*Exercise requirements*: Whenever a line in the data below includes the string "lane", copy it out.

Supplied data START

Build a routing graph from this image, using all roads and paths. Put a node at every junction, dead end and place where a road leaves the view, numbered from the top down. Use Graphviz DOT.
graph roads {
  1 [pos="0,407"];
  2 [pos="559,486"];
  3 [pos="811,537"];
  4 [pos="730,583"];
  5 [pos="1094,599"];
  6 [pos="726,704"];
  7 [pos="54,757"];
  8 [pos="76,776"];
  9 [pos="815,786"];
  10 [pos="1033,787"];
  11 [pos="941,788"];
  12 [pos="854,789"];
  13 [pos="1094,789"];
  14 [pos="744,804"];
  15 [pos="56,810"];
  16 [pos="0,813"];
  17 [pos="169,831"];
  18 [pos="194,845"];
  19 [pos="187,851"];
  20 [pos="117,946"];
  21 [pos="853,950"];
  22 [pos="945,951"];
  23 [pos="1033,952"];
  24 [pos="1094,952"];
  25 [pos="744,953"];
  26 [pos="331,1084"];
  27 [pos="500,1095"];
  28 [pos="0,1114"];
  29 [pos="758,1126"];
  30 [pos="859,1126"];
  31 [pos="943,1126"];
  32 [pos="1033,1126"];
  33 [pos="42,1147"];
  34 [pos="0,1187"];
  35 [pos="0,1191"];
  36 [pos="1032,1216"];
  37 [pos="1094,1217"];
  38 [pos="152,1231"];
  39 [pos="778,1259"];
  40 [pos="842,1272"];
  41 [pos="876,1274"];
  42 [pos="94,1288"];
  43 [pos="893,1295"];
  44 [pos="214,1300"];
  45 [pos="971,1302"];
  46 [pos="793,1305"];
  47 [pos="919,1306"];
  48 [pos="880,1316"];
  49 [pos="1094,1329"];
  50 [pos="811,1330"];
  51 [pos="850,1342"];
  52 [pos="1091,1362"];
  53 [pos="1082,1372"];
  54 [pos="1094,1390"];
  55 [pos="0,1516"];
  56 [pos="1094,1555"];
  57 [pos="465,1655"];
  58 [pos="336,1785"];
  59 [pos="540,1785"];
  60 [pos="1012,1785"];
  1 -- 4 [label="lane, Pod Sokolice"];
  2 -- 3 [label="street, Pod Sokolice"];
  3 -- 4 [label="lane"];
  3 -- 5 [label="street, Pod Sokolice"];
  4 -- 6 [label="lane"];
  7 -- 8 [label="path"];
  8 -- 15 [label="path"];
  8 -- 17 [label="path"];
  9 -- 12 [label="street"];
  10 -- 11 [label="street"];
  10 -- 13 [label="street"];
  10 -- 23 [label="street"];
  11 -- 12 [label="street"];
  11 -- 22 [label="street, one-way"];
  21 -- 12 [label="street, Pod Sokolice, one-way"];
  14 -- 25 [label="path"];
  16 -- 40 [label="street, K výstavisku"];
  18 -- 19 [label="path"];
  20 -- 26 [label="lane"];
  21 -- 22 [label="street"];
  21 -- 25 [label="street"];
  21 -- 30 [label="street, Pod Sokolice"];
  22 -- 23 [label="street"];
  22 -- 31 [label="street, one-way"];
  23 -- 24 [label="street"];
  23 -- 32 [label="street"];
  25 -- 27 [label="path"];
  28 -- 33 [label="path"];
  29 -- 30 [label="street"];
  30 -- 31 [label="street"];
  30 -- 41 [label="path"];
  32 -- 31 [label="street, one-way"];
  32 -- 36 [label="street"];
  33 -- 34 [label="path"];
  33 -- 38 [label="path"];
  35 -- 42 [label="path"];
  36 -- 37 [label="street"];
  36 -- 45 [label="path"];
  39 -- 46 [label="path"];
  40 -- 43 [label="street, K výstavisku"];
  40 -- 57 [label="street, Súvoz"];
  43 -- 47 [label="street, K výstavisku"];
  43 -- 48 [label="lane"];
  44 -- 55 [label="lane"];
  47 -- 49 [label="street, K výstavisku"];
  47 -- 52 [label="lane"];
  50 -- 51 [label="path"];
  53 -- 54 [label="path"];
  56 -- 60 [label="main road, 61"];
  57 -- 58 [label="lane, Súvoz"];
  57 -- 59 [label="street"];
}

Supplied data END

*Finished task*:
  1 -- 4 [label="lane, Pod Sokolice"];
  3 -- 4 [label="lane"];
  4 -- 6 [label="lane"];
  20 -- 26 [label="lane"];
  43 -- 48 [label="lane"];
  44 -- 55 [label="lane"];
  47 -- 52 [label="lane"];
  57 -- 58 [label="lane, Súvoz"];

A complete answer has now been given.